So you want to build muscle at home rather than joining a regular gym?

No problem. There’s absolutely no reason why you can’t execute an effective muscle building workout from home without ever setting foot in a commercial gym.

Personally, I think working out from home is great. My first 2 years of training (where I made a massive “skinny to muscular” transformation, I might add)were done in my basement with nothing more than a few basic pieces of equipment.

Your reasons for wanting to build muscle at home could be any number of things…

Maybe you’re tight on cash right now and want to save the gym membership cost.

Maybe you have a busy schedule and want to save time by working out at home.

Maybe you’re a complete beginner and feel uncomfortable training in a regular gym setting at the moment. (Side note: As long as you’re working hard, nobody in the gym could care less what you’re doing and there’s no reason to be embarrassed. That said, if you really do feel uncomfortable due to your inexperience, that’s fine too, and I know the feeling myself.)

Whatever your reason is, don’t worry.

Training from home can be equally effective and affords you several advantages…

You don’t have to worry about travel time to and from the gym. You can simply slip downstairs (or wherever your gym setup is) whenever you feel like it and know that all of your training equipment is right there waiting.

You can listen to any kind of music you want, as loud as you want, and not have to worry about bothering anyone around you.

You can grunt, yelp or scream through your sets if you’re in the mood (hey, deadlifting to failure is not easy) without the gym attendant tapping you on the shoulder.

And when your workout is over you can sprawl out on the floor in exhaustion knowing that your couch, kitchen, TV and whatever else is just a few steps away.

All that said, if you really want to build muscle at home and make some serious gains, you’re going to need to invest in the proper setup.

Body weight exercises without any equipment at all can have their place in the beginning but are not a solution to long term muscle size and strength gains.

A pair of 10 pound dumbbells and some rubber tubing is also not going to cut it. Nor will any fancy workout gizmos or home gyms you might have seen on the 3am infomercials.

What we’re talking about here is a legit home gym setup for maximizing muscle growth and strength gains. The good news is that it’s actually pretty straightforward and doesn’t require the use of anything fancy or overly expensive.

If you want to build muscle at home as effectively as possible, here is the equipment you’re going to need…

How To Build Muscle At Home: Equipment Needed

1) Barbell and freeweight plates.

This one piece of equipment alone will allow you to perform an almost endless number of highly effective muscle building exercises.

Rather than settling for cheap plastic weights, go with a high quality cast iron set that will last you over the long run.

You also need to make sure that you purchase enough weight so that you can continually progress from week to week. The entire basis of achieving continual muscle growth is progressive overload, and if you “outgrow” your weight set your muscle gains will be stuck in limbo.

2) Adjustable Dumbbells.

This includes 2 individual dumbbell handles, weight plates and locks so that you can manually set the dumbbell weight on your own. This is far more efficient and cost-effective than buying an entire set of static dumbbells.

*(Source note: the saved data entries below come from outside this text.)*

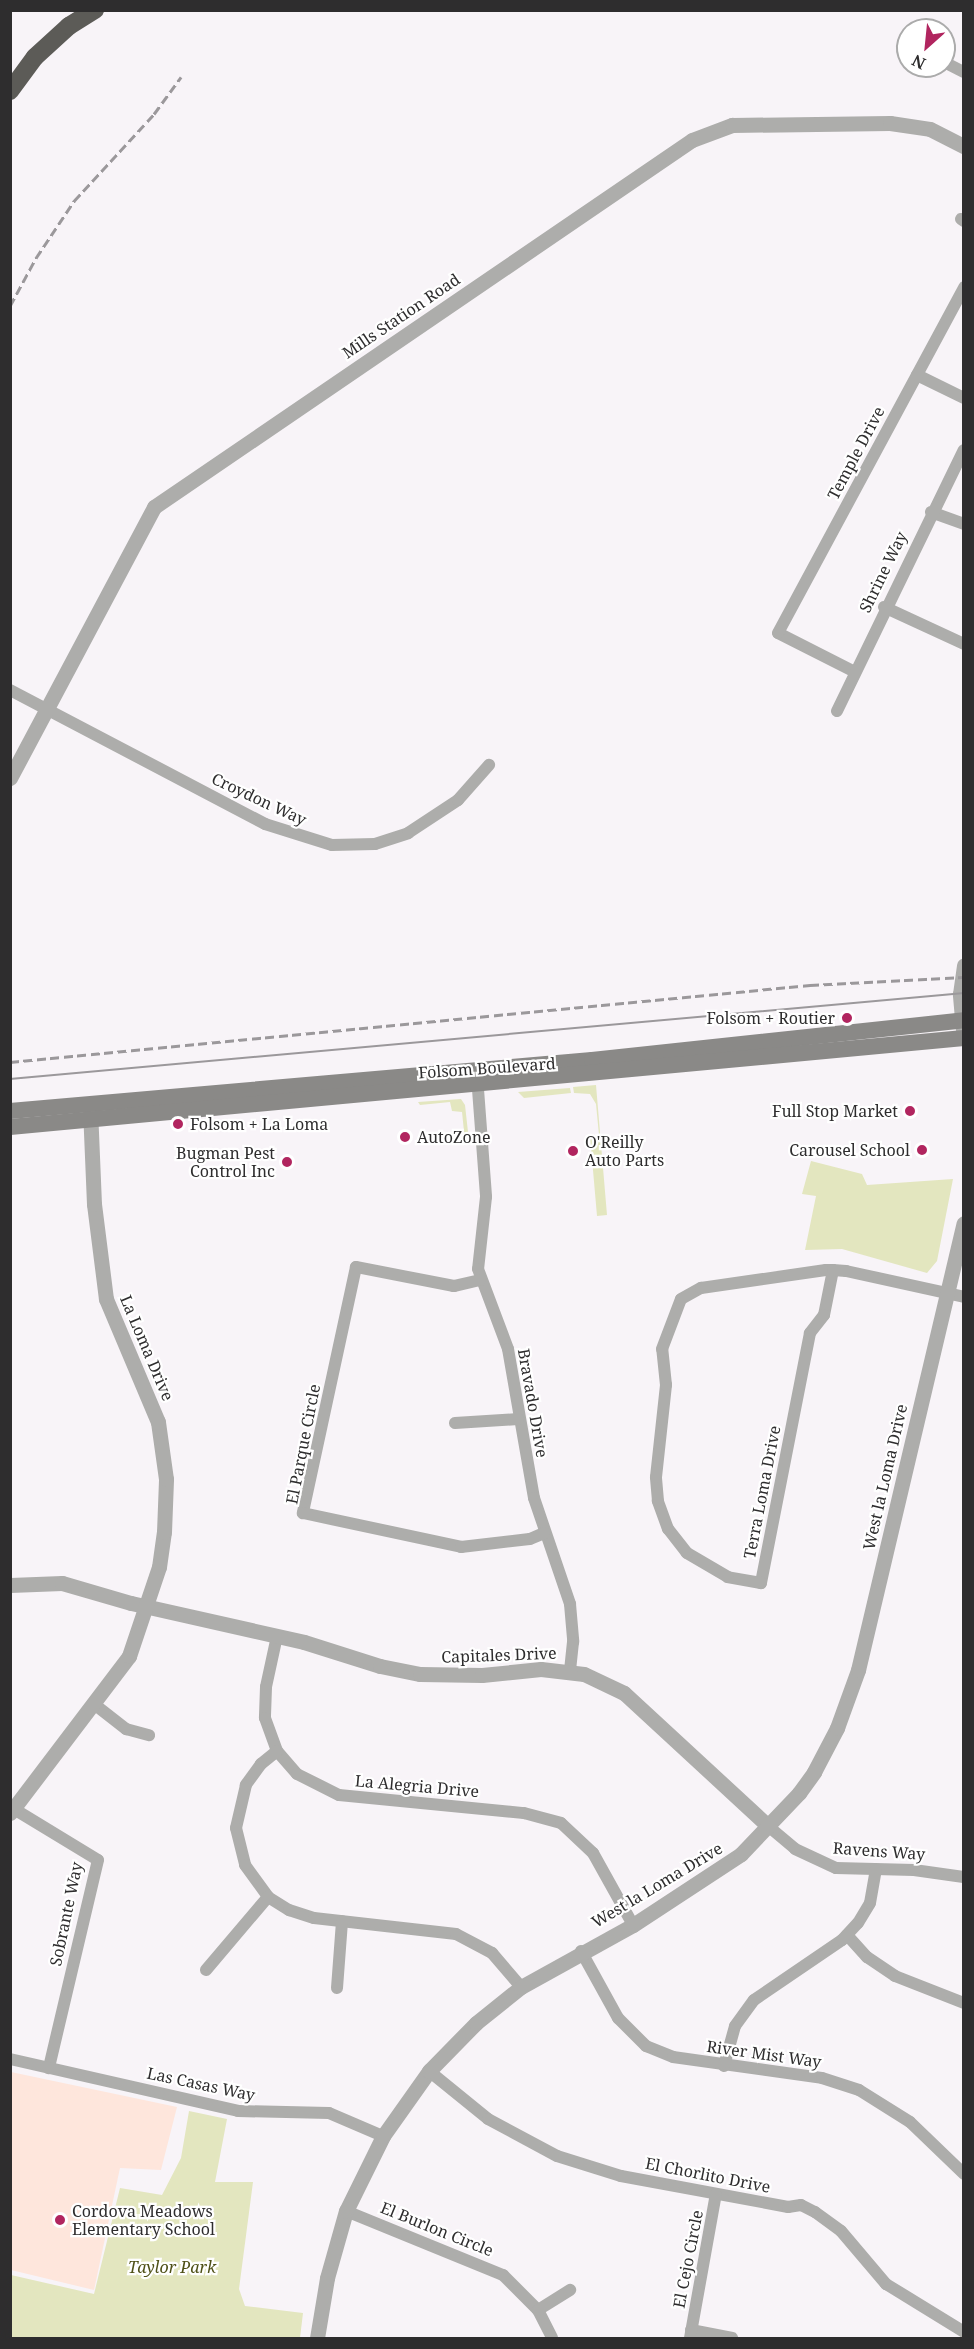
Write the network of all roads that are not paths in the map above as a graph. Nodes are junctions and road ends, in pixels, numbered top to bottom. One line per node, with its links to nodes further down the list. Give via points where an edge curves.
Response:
1 (95, 10): 2 (highway, via 35,57)
2 (10, 91)
3 (963, 146): 15 (street, Mills Station Road, via 930,129 890,123 732,125 692,140 154,507)
4 (963, 287): 5 (street, Temple Drive)
5 (959, 306): 6 (street, Temple Drive)
6 (917, 375): 7 (street); 13 (street, Temple Drive, via 778,633)
7 (963, 398)
8 (963, 450): 9 (street, Shrine Way)
9 (931, 512): 10 (street); 11 (street, Shrine Way)
10 (963, 524)
11 (885, 607): 12 (street); 13 (street, Shrine Way)
12 (963, 644)
13 (855, 672): 16 (street, Shrine Way)
14 (10, 690): 15 (street, Croydon Way)
15 (46, 710): 17 (street, Croydon Way, via 265,824 332,845 375,844 408,833 458,800); 18 (street, Mills Station Road)
16 (837, 711)
17 (489, 765)
18 (10, 778)
19 (963, 964): 20 (street)
20 (963, 1024): 21 (main road, Folsom Boulevard)
21 (802, 1035): 23 (main road, via 785,1044 746,1050); 24 (main road, Folsom Boulevard)
22 (963, 1038): 23 (main road, Folsom Boulevard)
23 (739, 1061): 24 (main road, Folsom Boulevard)
24 (477, 1077): 26 (main road, Folsom Boulevard); 30 (street, Bravado Drive, via 486,1197 478,1253)
25 (10, 1111): 26 (main road, Folsom Boulevard)
26 (90, 1112): 27 (main road, Folsom Boulevard); 37 (street, La Loma Drive, via 94,1204 106,1299 149,1395 164,1451 164,1532 159,1567)
27 (10, 1127)
28 (963, 1223): 31 (street, West la Loma Drive)
29 (833, 1270): 29 (street, Terra Loma Drive, via 700,1288 677,1305 662,1349 666,1385 656,1477 658,1501 668,1529 683,1549 696,1561 728,1578 761,1583 810,1333 824,1315); 31 (street, Terra Loma Drive)
30 (480, 1280): 33 (street, Bravado Drive, via 508,1349); 35 (street, El Parque Circle, via 454,1286 356,1267 303,1513 461,1547 530,1539)
31 (947, 1294): 32 (street, Terra Loma Drive); 44 (street, West la Loma Drive, via 851,1693 813,1772)
32 (963, 1297)
33 (518, 1419): 34 (street); 35 (street, Bravado Drive)
34 (455, 1423)
35 (544, 1533): 39 (street, Bravado Drive, via 570,1604)
36 (10, 1586): 37 (street, Capitales Drive, via 62,1582)
37 (146, 1606): 38 (street, Capitales Drive); 40 (street, La Loma Drive, via 129,1656)
38 (277, 1636): 39 (street, Capitales Drive, via 420,1674); 42 (street, La Alegria Drive, via 264,1706 268,1735)
39 (570, 1671): 44 (street, Capitales Drive, via 596,1678 624,1694)
40 (94, 1704): 41 (street, via 126,1729); 43 (street, La Loma Drive)
41 (148, 1735)
42 (277, 1751): 47 (street, via 254,1771 246,1785 236,1828 245,1865); 49 (street, La Alegria Drive, via 309,1783 339,1795 524,1812 561,1823 593,1852)
43 (12, 1811): 58 (street, Sobrante Way, via 98,1860)
44 (768, 1826): 45 (street, Ravens Way, via 795,1849 820,1862 836,1868); 49 (street, West la Loma Drive, via 721,1870)
45 (876, 1870): 46 (street, Ravens Way); 50 (street, via 870,1903)
46 (963, 1877)
47 (268, 1897): 48 (street, via 302,1915); 52 (street)
48 (342, 1921): 53 (street, via 440,1930 470,1939 502,1962); 54 (street)
49 (633, 1924): 51 (street, West la Loma Drive)
50 (848, 1935): 55 (street, via 867,1958 895,1976); 57 (street, via 754,2000 735,2026)
51 (581, 1951): 53 (street, West la Loma Drive); 57 (street, River Mist Way, via 618,2018 636,2038 661,2054)
52 (206, 1970)
53 (521, 1987): 59 (street, West la Loma Drive, via 476,2023)
54 (337, 1988)
55 (963, 2003)
56 (10, 2059): 58 (street, Las Casas Way)
57 (724, 2066): 61 (street, River Mist Way, via 822,2078 859,2090 910,2122)
58 (49, 2068): 60 (street, Las Casas Way, via 238,2111 329,2113)
59 (429, 2071): 60 (street, West la Loma Drive); 62 (street, El Chorlito Drive, via 488,2119 557,2156 621,2176)
60 (383, 2136): 63 (street, West la Loma Drive)
61 (963, 2174)
62 (716, 2194): 66 (street, El Chorlito Drive, via 788,2207 801,2205 815,2212 841,2231 886,2284); 67 (street, El Cejo Circle)
63 (346, 2211): 65 (street, El Burlon Circle, via 486,2265 515,2284); 68 (street, West la Loma Drive, via 327,2278)
64 (570, 2290): 65 (street)
65 (538, 2310): 69 (street, El Burlon Circle)
66 (963, 2331)
67 (690, 2334): 70 (street, El Cejo Circle)
68 (317, 2338)
69 (552, 2338)
70 (732, 2338)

Try to find a complete weight set that includes the barbell, dumbbell handles and weight plates all together in a single package.

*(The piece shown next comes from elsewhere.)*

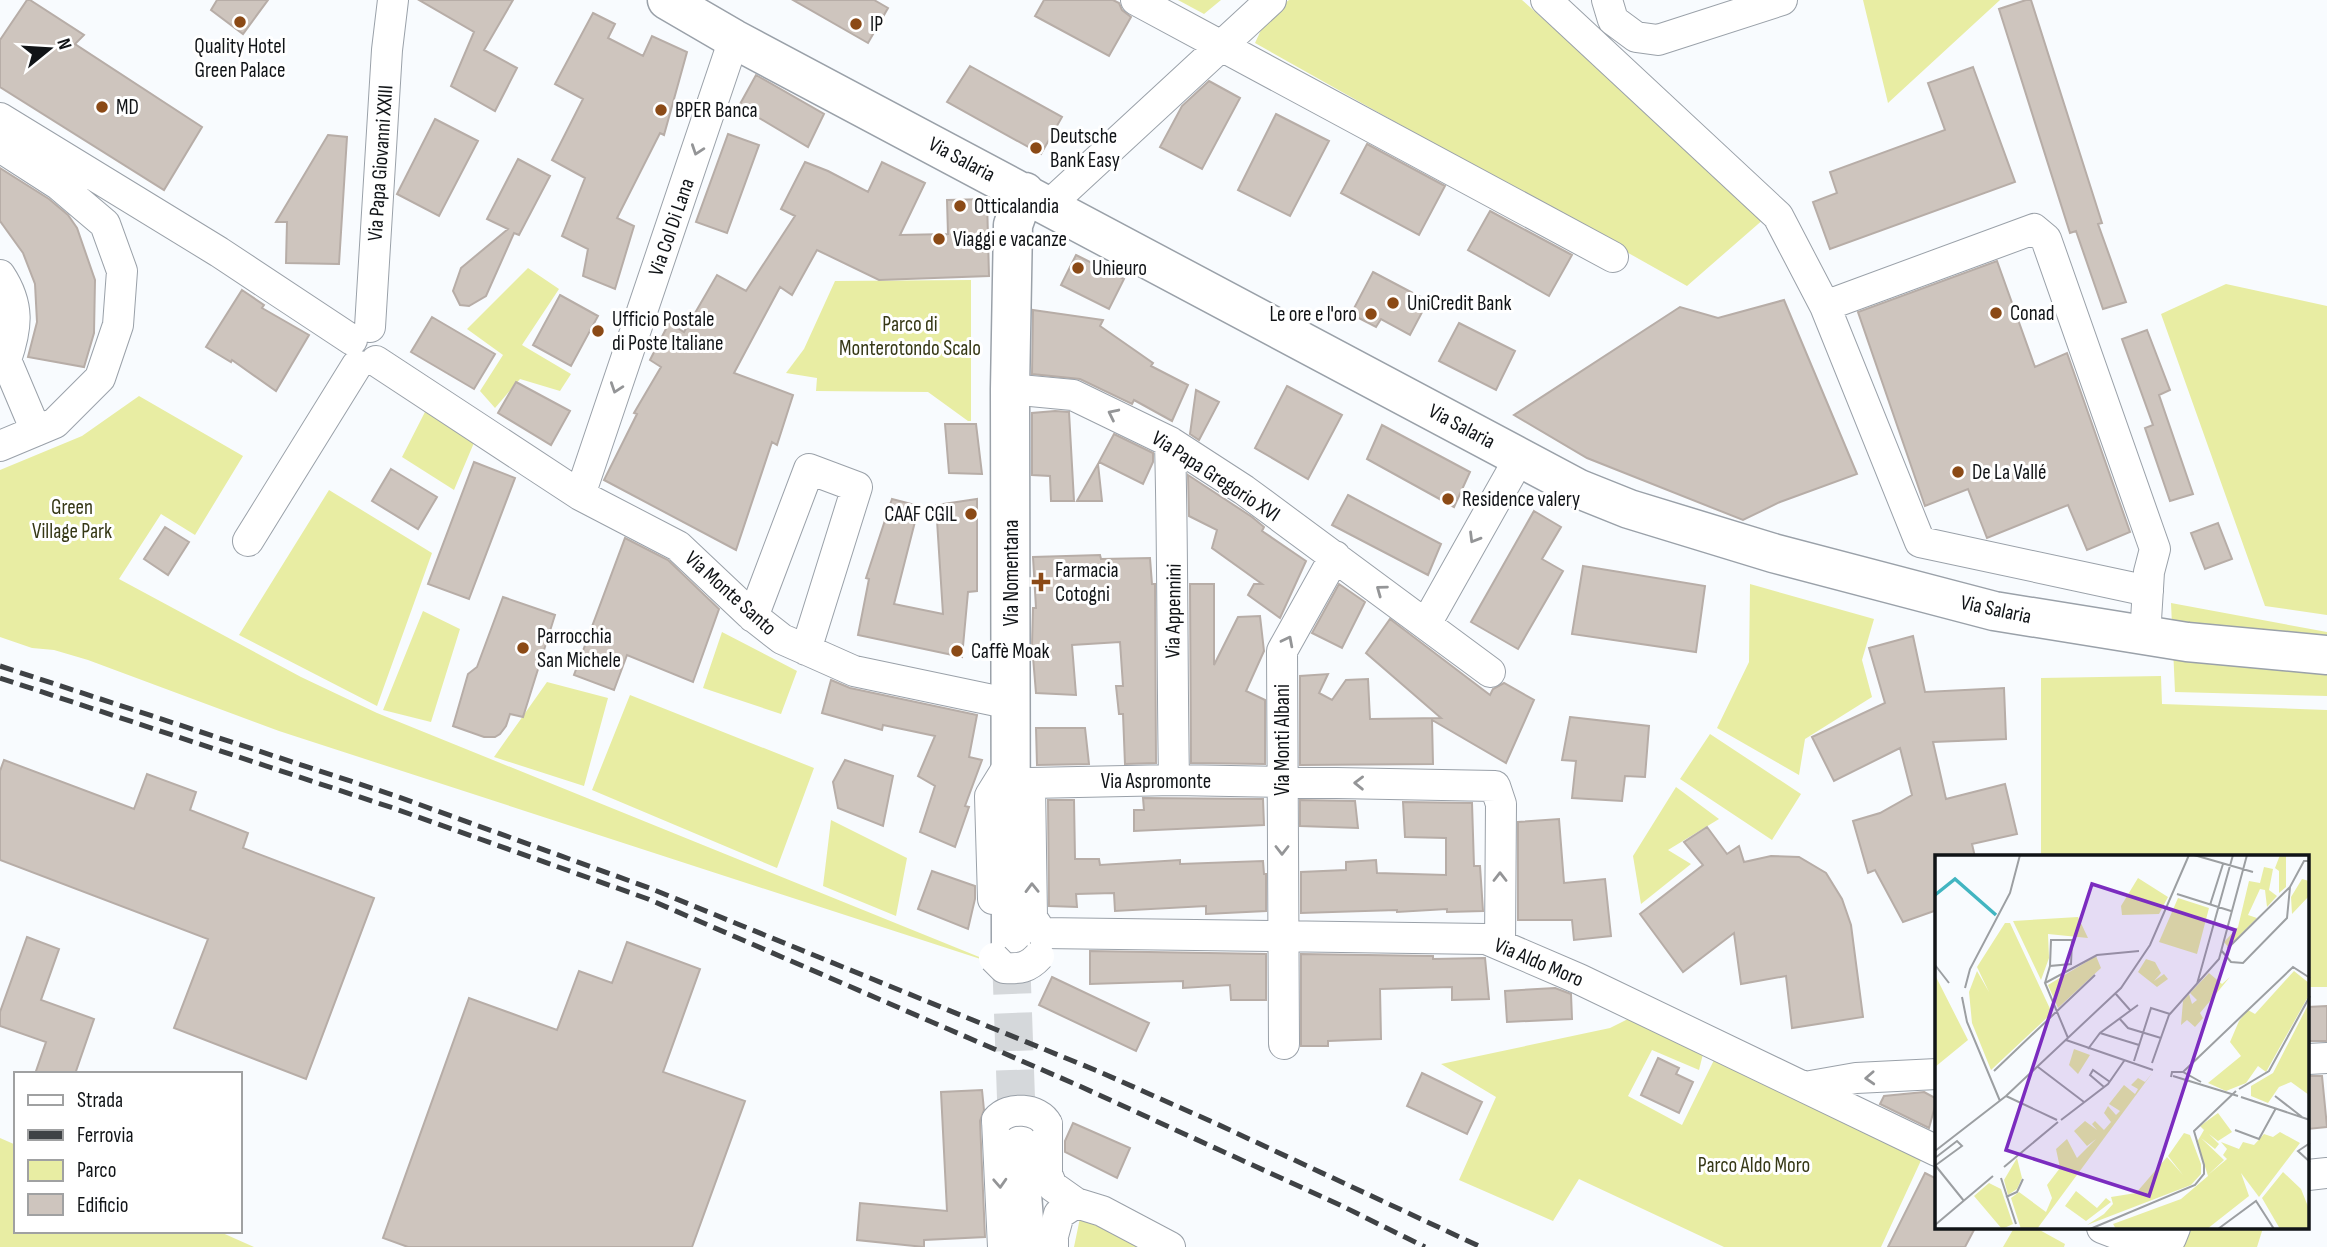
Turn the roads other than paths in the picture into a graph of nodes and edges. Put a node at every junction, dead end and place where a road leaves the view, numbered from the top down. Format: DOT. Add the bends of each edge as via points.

3) A bench with incline adjustments.

A sturdy, high quality bench is a must-have for performing your bench presses, overhead dumbbell presses and other seated movements. Go with a bench that has an incline adjustment and that also has safety catches if you’re planning to train alone.

4) A chin-up bar.

A simple 15-25 dollar chin-up bar that attaches to your doorframe will work just fine and is important for performing vertical pulling movements, such as overhand and underhand chins.

5) A squat rack.

This will be the trickiest piece of equipment to get a hold of, as a full squat rack can be pricey. However, if you’re training at home without machines and want to achieve the best leg development possible, basic freeweight squats are an irreplaceable movement.

If you don’t have the money or available space for a squat rack then you’ll have to be creative. The bottom line is that you need some sort of setup that allows you to safely unrack a loaded bar, perform a set of squats, and then either re-rack the bar or drop it onto a safety catch or the floor.

You should never, ever perform squats unless you have a safe place to drop the bar in case your strength gives out. Certain types of squat racks also have a chin-up bar built in, so you can kill 2 birds with 1 stone if you do buy one.

If you really have no way of performing barbell squats at home (or if you’re simply not concerned with absolutely maximizing your leg gains) then you can still get by with other movements like barbell hack squats, zercher squats, dumbbell squats, dumbbell lunges and dumbbell step-ups.

So there you have it; the 5 simple pieces of equipment you need to setup an effective gym and build muscle at home.

As long as you invest in these basic tools you can execute an equally effective workout without ever joining a regular gym.